There are two things I love doing at work:

• Creating clarity where only complexity and confusion exist
• Once clarity is created, figuring out new and innovative ways to build the business

Why I do what I do

I believe there is a simple elegance to everything. I also believe that too often we hide that simple elegance under an avalanche of industry jargon and marketing hyperbole. It reminds me of the first time I refinished a dining room table. You could tell it was a beautiful table but it was covered with decades of grease and grime. When I stripped it all away, it revealed beautiful redwood top with a stunning grain. As this was a family heirloom, I had eaten meals at this table for decades without realizing its inner beauty.

I think too many businesses are in the same position. There is a magic to them but it is hidden under years of marketing jargon, industry speak and efforts to morph the business away from its true calling. When all of the well-meaning but confusing “covering” is removed, people are amazed by, and re-inspired in, the simple elegance of what makes the company uniquely remarkable.

My catalyst

Simplicity. I find almost everything is far easier to understand if you can break it down into its simplest elements.
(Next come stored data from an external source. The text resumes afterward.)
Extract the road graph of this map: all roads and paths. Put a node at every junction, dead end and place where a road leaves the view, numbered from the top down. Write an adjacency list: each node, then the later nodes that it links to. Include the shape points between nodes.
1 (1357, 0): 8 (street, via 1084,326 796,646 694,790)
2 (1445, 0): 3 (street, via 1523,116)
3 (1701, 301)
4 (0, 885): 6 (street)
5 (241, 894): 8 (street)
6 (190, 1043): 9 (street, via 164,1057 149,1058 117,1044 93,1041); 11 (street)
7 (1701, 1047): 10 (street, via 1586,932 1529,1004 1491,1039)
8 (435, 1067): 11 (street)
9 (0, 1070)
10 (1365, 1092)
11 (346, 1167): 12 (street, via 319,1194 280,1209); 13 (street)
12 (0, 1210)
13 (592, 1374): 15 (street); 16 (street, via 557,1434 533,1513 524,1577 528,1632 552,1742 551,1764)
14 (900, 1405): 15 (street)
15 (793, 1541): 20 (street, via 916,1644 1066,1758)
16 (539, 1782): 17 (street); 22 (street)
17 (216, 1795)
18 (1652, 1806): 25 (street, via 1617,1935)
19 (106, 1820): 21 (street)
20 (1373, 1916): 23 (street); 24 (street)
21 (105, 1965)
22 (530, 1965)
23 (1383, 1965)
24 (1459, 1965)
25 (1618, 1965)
The clarity you get from discovering the simple elegance of a business creates a liberating feeling when contemplating what to do next. Clarity strips away all of the extraneous and confounding information, revealing opportunities to grow the business that couldn’t be seen before. The question then stops being “How do we grow?” and becomes “What is the best way to prioritize all of these new options for generating revenue?”
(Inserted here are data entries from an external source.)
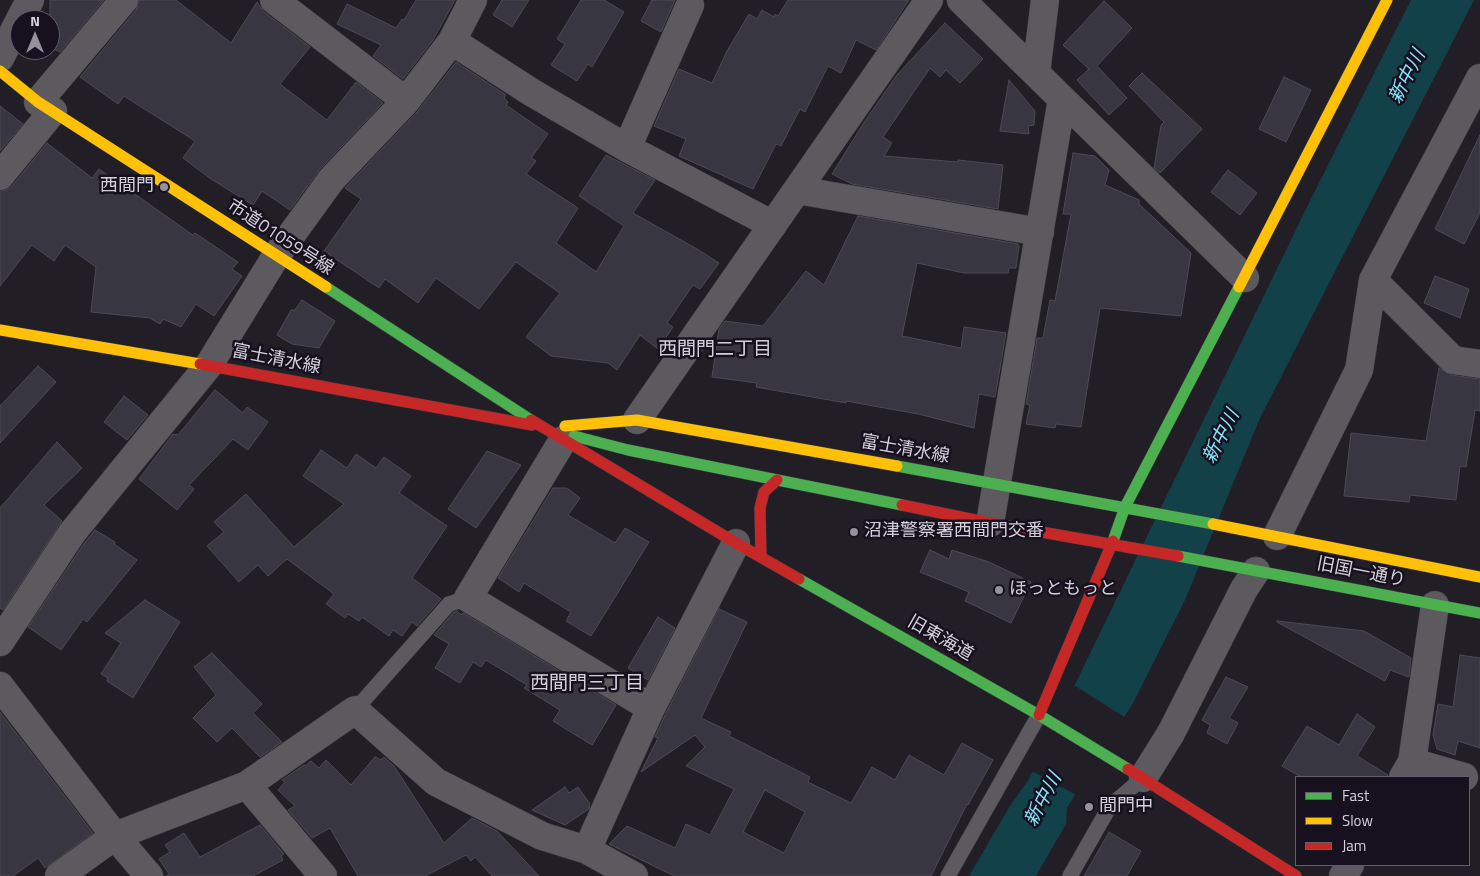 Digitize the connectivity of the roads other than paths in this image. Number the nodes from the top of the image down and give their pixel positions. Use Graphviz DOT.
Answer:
graph roads {
  1 [pos="30,0"];
  2 [pos="124,0"];
  3 [pos="274,0"];
  4 [pos="473,0"];
  5 [pos="929,0"];
  6 [pos="961,0"];
  7 [pos="1045,0"];
  8 [pos="1387,0"];
  9 [pos="690,5"];
  10 [pos="452,41"];
  11 [pos="0,58"];
  12 [pos="0,71"];
  13 [pos="1036,73"];
  14 [pos="1480,78"];
  15 [pos="1062,99"];
  16 [pos="406,100"];
  17 [pos="46,107"];
  18 [pos="627,148"];
  19 [pos="0,176"];
  20 [pos="797,190"];
  21 [pos="773,225"];
  22 [pos="1040,232"];
  23 [pos="276,256"];
  24 [pos="1245,278"];
  25 [pos="1373,280"];
  26 [pos="0,330"];
  27 [pos="1480,364"];
  28 [pos="209,365"];
  29 [pos="637,420"];
  30 [pos="554,434"];
  31 [pos="777,480"];
  32 [pos="997,484"];
  33 [pos="1125,507"];
  34 [pos="990,523"];
  35 [pos="1266,534"];
  36 [pos="736,543"];
  37 [pos="1112,544"];
  38 [pos="761,557"];
  39 [pos="1246,568"];
  40 [pos="1480,576"];
  41 [pos="468,598"];
  42 [pos="1436,605"];
  43 [pos="1480,613"];
  44 [pos="0,642"];
  45 [pos="0,686"];
  46 [pos="651,708"];
  47 [pos="355,710"];
  48 [pos="1039,715"];
  49 [pos="1407,769"];
  50 [pos="1457,776"];
  51 [pos="1143,778"];
  52 [pos="247,785"];
  53 [pos="115,836"];
  54 [pos="588,850"];
  55 [pos="59,876"];
  56 [pos="149,876"];
  57 [pos="323,876"];
  58 [pos="634,876"];
  59 [pos="948,876"];
  60 [pos="1070,876"];
  61 [pos="1296,876"];
  1 -- 11 [label="street"];
  2 -- 17 [label="street"];
  3 -- 16 [label="street"];
  4 -- 10 [label="street"];
  5 -- 20 [label="street"];
  6 -- 13 [label="street"];
  7 -- 13 [label="street"];
  8 -- 24 [label="main road"];
  9 -- 18 [label="street"];
  10 -- 16 [label="street"];
  10 -- 18 [label="street"];
  12 -- 17 [label="main road, 市道01059号線"];
  13 -- 15 [label="street"];
  14 -- 25 [label="street"];
  15 -- 22 [label="street"];
  15 -- 24 [label="street"];
  16 -- 23 [label="street"];
  17 -- 19 [label="street"];
  17 -- 23 [label="main road, 市道01059号線"];
  18 -- 21 [label="street"];
  20 -- 21 [label="street"];
  20 -- 22 [label="street"];
  21 -- 29 [label="street"];
  22 -- 32 [label="street"];
  23 -- 28 [label="street"];
  23 -- 30 [label="main road, 市道01059号線"];
  24 -- 33 [label="main road"];
  25 -- 27 [label="street"];
  25 -- 35 [label="street"];
  26 -- 28 [label="main road, 富士清水線"];
  28 -- 30 [label="main road, 富士清水線"];
  28 -- 44 [label="street"];
  29 -- 30 [label="main road, 富士清水線"];
  29 -- 32 [label="main road, 富士清水線"];
  30 -- 31 [label="main road, 富士清水線"];
  30 -- 36 [label="main road, 旧東海道"];
  30 -- 41 [label="street"];
  31 -- 34 [label="main road, 富士清水線"];
  31 -- 38 [label="main road"];
  32 -- 33 [label="main road, 富士清水線"];
  32 -- 34 [label="street"];
  33 -- 35 [label="main road, 富士清水線"];
  33 -- 37 [label="main road"];
  34 -- 37 [label="main road, 富士清水線"];
  35 -- 40 [label="main road, 旧国一通り"];
  36 -- 38 [label="main road, 旧東海道"];
  36 -- 46 [label="street"];
  37 -- 39 [label="main road, 富士清水線"];
  37 -- 48 [label="main road"];
  38 -- 48 [label="main road, 旧東海道"];
  39 -- 42 [label="main road, 旧国一通り"];
  39 -- 51 [label="street"];
  41 -- 46 [label="street"];
  41 -- 47 [label="lane"];
  42 -- 43 [label="main road, 旧国一通り"];
  42 -- 49 [label="street"];
  45 -- 53 [label="street"];
  46 -- 54 [label="street"];
  47 -- 52 [label="street"];
  47 -- 54 [label="street"];
  48 -- 51 [label="main road, 旧東海道"];
  48 -- 59 [label="lane"];
  49 -- 50 [label="street"];
  51 -- 60 [label="lane"];
  51 -- 61 [label="main road, 旧東海道"];
  52 -- 53 [label="street"];
  52 -- 57 [label="street"];
  53 -- 55 [label="street"];
  53 -- 56 [label="street"];
  54 -- 58 [label="street"];
} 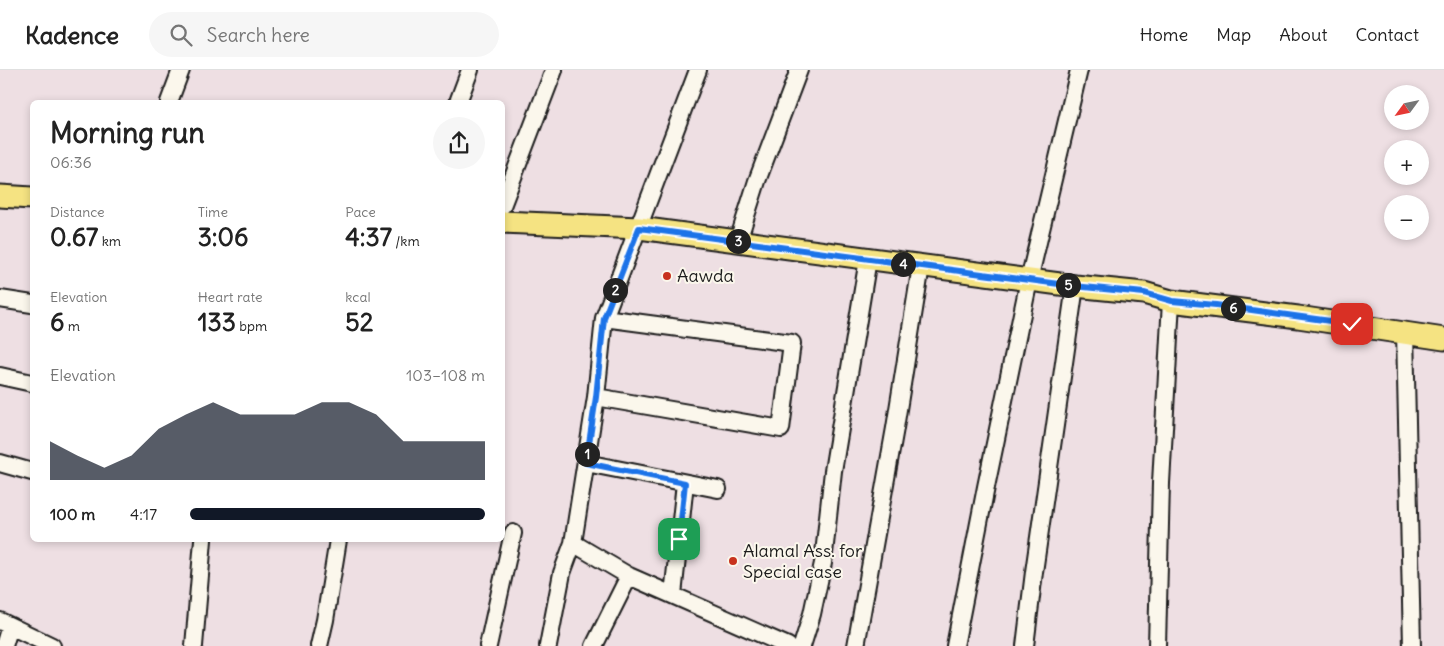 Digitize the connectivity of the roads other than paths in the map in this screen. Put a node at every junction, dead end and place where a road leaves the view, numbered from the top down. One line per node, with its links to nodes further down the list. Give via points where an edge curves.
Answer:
1 (181, 70): 7 (street)
2 (470, 70): 8 (street)
3 (554, 70): 11 (street)
4 (698, 70): 13 (street)
5 (799, 70): 14 (street)
6 (1079, 70): 17 (street)
7 (170, 100)
8 (459, 100)
9 (0, 196): 10 (main road)
10 (30, 198)
11 (505, 198)
12 (505, 222): 13 (main road)
13 (639, 228): 14 (main road); 22 (street)
14 (738, 241): 15 (main road)
15 (868, 259): 16 (main road); 48 (street, via 833,471 823,563)
16 (922, 266): 17 (main road); 49 (street)
17 (1029, 280): 18 (main road); 50 (street)
18 (1074, 286): 20 (main road, via 1144,293); 51 (street)
19 (0, 299): 21 (street)
20 (1172, 301): 23 (main road); 52 (street, via 1161,483)
21 (30, 304)
22 (604, 318): 27 (street); 27 (street, via 792,343 781,429)
23 (1405, 332): 24 (main road); 53 (street)
24 (1444, 339)
25 (0, 376): 26 (street)
26 (30, 383)
27 (596, 397): 29 (street)
28 (0, 463): 30 (street)
29 (586, 463): 31 (street); 36 (street)
30 (30, 471)
31 (685, 483): 32 (street); 38 (street)
32 (718, 489)
33 (513, 533): 45 (street)
34 (203, 542): 43 (street)
35 (338, 542): 44 (street)
36 (573, 543): 37 (street); 46 (street, via 562,573)
37 (629, 576): 38 (street); 47 (street)
38 (673, 595): 40 (street)
39 (5, 623): 41 (street); 42 (street)
40 (779, 644)
41 (4, 646)
42 (52, 646)
43 (194, 646)
44 (319, 646)
45 (488, 646)
46 (548, 646)
47 (594, 646)
48 (802, 646)
49 (856, 646)
50 (956, 646)
51 (1025, 646)
52 (1157, 646)
53 (1412, 646)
The coolest thing I've done

From this foundation of simplicity and clarity, the coolest thing I’ve ever done in business is an anti-secondhand smoke campaign for the Ontario Lung Association. The Association’s objective was to reduce high school students’ exposure to secondhand smoke. Knowing that peer pressure is one of the most powerful behavior drivers in teens, our strategy was to make the unspoken – non-smoking teens’ disgust with being exposed to secondhand smoke – spoken. We installed “Speakers Corner” style video booths in high schools across the province. We asked non-smoking students to describe what they think and feel when they are breathing in the secondhand smoke from one of their friends’ cigarettes. We edited the best responses into TV commercials that ran in teen programming. The psychological basis of the campaign was if smokers know what non-smokers are thinking about them while they are smoking in their presence, they will feel self-conscious and move away from the non-smokers.

When I’m not working

When I’m not at work, I’m usually playing hockey, playing guitar at my jamming club or helping my son with his journalism assignments as he works his way through university. Although I have joined the ranks of the cord cutters, I am also a big time binger. Favorites include House of Cards (American and British), Suits, Transparent, Borgen, The Bridge, Veep, Better Call Saul, Homeland, Orange Is The New Black, The Affair, The Knick, Vinyl, Grace and Frankie. Open for trades for other great shows.